Scan the records for the string "خداکرمی". State how many lines contain it and add nothing.

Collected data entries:
★ ★ ★ ★ ★ ★ ★

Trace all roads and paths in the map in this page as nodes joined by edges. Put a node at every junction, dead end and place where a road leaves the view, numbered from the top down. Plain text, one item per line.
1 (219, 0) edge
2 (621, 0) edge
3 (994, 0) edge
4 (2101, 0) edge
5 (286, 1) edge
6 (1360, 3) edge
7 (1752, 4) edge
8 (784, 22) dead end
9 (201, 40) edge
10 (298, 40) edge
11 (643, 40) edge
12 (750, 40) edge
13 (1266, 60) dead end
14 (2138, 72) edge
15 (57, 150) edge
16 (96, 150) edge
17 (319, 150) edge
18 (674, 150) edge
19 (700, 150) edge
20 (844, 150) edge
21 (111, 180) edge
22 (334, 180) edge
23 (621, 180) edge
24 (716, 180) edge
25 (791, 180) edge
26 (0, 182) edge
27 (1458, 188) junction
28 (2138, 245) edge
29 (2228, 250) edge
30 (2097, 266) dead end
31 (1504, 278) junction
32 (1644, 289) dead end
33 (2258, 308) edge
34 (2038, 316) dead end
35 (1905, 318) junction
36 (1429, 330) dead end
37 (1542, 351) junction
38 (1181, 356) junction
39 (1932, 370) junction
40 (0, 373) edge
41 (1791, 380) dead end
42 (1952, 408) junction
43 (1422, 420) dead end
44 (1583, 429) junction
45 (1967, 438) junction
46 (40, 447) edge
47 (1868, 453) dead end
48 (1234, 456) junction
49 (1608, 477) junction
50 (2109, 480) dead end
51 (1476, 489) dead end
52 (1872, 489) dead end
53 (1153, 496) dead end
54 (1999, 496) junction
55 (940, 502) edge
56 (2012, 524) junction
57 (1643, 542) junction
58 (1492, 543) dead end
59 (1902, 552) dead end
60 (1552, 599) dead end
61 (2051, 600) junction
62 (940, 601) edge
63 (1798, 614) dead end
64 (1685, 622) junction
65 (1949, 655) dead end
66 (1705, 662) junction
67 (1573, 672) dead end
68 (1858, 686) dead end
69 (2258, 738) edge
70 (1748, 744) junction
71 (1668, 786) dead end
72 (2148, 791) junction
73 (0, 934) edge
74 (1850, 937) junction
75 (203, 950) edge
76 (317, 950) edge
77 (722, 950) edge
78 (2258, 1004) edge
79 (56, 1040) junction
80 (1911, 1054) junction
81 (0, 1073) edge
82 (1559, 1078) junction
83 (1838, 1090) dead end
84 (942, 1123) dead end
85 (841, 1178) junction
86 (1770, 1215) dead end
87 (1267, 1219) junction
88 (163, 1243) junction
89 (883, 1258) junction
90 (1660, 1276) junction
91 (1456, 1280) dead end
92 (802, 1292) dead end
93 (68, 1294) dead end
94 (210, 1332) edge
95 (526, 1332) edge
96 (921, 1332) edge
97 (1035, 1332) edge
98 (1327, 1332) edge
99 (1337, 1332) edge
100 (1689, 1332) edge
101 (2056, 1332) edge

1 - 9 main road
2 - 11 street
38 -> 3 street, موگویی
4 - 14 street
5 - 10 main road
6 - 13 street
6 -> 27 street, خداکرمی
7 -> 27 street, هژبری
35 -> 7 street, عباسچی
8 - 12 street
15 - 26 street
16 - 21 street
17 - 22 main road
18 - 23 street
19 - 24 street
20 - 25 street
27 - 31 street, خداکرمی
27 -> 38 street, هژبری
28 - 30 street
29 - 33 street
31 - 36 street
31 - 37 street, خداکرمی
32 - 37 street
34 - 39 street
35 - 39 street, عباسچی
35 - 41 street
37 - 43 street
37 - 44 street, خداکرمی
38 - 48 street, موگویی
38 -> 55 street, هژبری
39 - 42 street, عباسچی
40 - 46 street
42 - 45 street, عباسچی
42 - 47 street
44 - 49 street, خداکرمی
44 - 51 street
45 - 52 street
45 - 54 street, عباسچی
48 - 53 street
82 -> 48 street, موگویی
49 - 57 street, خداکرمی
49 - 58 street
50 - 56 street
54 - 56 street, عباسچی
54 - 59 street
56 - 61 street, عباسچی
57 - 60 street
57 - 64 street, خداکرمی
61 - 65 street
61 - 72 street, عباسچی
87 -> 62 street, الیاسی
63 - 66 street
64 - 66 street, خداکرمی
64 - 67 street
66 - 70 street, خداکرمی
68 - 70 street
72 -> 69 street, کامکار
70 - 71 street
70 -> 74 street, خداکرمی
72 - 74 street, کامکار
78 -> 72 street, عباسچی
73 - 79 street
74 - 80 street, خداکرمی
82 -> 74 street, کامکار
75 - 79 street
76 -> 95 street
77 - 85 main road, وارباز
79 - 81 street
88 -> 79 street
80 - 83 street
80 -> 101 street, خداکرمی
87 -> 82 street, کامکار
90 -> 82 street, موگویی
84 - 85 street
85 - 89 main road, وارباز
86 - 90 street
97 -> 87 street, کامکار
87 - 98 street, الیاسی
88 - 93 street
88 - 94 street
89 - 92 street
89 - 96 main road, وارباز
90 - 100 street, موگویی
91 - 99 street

★ ★ ★ ★ ★ ★ ★

→ Solution to this problem
12